I never thought the day would come when I’d get the chance to not only drive a brand new Mazda MX-5, but only have good things to say about it.
I’m loathe to admit it, but my sense of loyalty to other brands – and the fact that the MX-5 is just so damn common – prevented me from ever really liking it. I always thought it to be a less attractive and less charming version of MG sports cars (specifically the F and TF), but boy, was I wrong.
Jess and I had headed to Leamington Spa to film an episode of Road Trip. On arrival, I had been asked by the event organisers if I would be driving. That certainly wasn’t the plan, but since they were giving me permission, I sure as hell wasn’t going to say no. A sporty two-seater is a sporty two-seater, regardless of opinions I may have held in the past. Suffice to say, my mind has been firmly changed.
The MX-5 is now in its fourth generation of life since its introduction in 1990, and this latest revamp is seriously attractive.

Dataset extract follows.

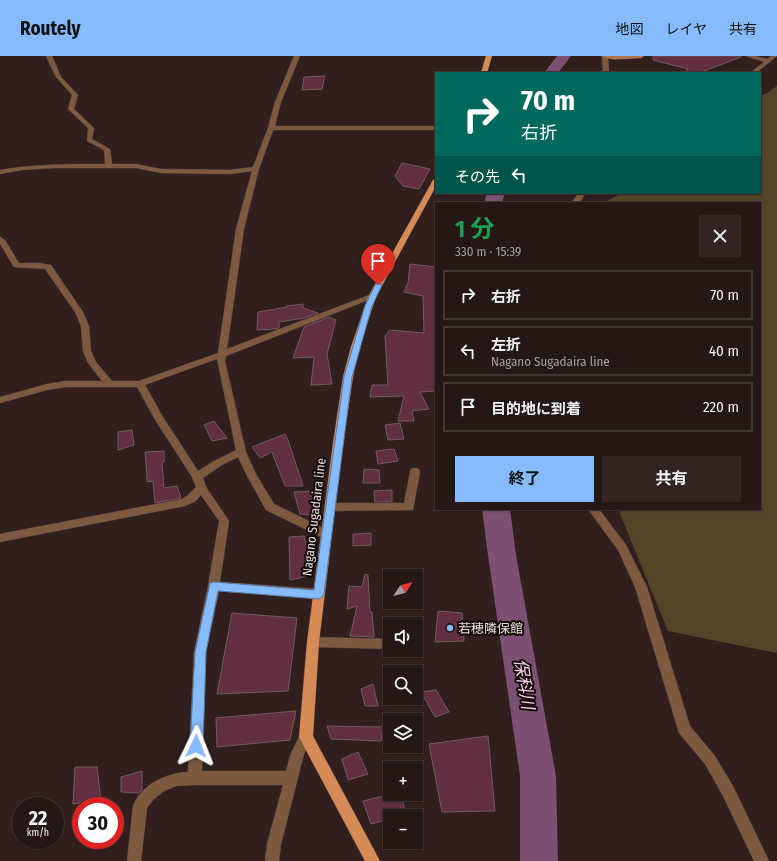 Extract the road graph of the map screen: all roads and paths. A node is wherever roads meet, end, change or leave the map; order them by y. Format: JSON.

I first spied it on a once-popular BBC motoring-themed show (other, still-existing motoring shows are available), and didn’t think much of the aggressively slanted headlights. Now, they’re really not the focus. The body shape is both sleek and chunky, the roundness reminiscent of gen 1, while the sharp lines make it look a little retro and a lot British. The car comes with a manual soft top as standard, which is so easy to use it can be done one-handed.
‘Cosy’ is one word to describe the cockpit of this car. Of course everything you need has to be within reach as the interior is so small, but it’s also all placed logically and sensibly. With the high placement of the short gear stick, you can manipulate the MX-5 even at high speeds while comfortably resting your left elbow on the centre console.
The black with contrasting red stitch is simple and sexy, nicely offset by silver hints.
The placement of the satnav isn’t ideal; as in the image above, it juts clumsily from the middle of the dashboard, and you aren’t able to move it. It’s unresponsive unless the car is stationary, and even then isn’t especially straightforward to use. However, this is the only downside to the otherwise fully functional and extremely comfortable interior.
The new MX-5 is available in both 1.5 and 2.0 engines, and the 2.0 used for this review can reach 0-60 in 7.3 seconds, returning an impressive 41MPG. As such, this car seriously goes, with plenty of grumble and pull. The engine sounds are beautiful, and the brakes, acceleration, and steering are buttery-soft. All the power, without having to put much work in. Perfect.
Assuming you’re a law-abiding citizen, you can’t exactly push this car to its full potential on the average road, but the power behind it will make you really, really want to. It’s one of those cars that makes you feel smug driving it, especially when waiting at a red light as pedestrians spy you with envious eyes. It does have a wide turning circle, making some manoeuvres a little tricky, but parking in a car of this size is easy as anything.
While most cars require some getting used to in terms of how much room they take up, the fact that you can see all of this car means you can meander through traffic and slot into spaces with minimal effort. I can’t stress enough how easy the MX-5 is to drive.
Comfort and practicality
Normally in a car like this you’ll feel close enough to the ground that every chip and crack in the road will cause heart palpitations, but the suspension in the MX-5 is so good, you just float. I now know from experience that you can go over an unexpected speed bump at 30MPH and barely feel it. Most cars can’t boast that, let alone dinky two-seaters.
The short gear stick in the centre console allows you to change up and down whilst comfortably resting your elbow. Switching between the six gears feels a little crunchy, but that’s to be expected in this kind of vehicle.
The seats themselves are firm and supportive, but it’s still easy to relax in them. As is usual in a sports car, the pedals are small and close together, but they’re so soft that driving without shoes if necessary isn’t a problem.
While cars of this size can sometimes prove an issue for those of us in that elusive 6’+ range, that isn’t the case with the MX-5; I happily got into it with minimal Tetris-style insertion of my own limbs. One’s head peeking just above the top edge of the windscreen can be an issue, however, so I’d recommend a headscarf a la Grace Kelly for those of us who value the state of our hair.
The only thing the MX-5 is lacking in is storage. Of course, this isn’t exactly an all-terrain road trip car, but that’s not to say it wouldn’t be ideal for short holidays and weekends away, with the decent MPG and fun, relaxed feel. Just remember to travel light.
I’m definitely not too proud to admit how much I now love this car. To be able to drive one of these as a bonus to already enjoying a fun day of filming Road Trip was an absolute treat – I now understand why the Mazda MX-5 is the most popular two-seater roadster in the world. It’s firmly earned that title, and with the wonderful new fourth generation, I imagine it will keep it.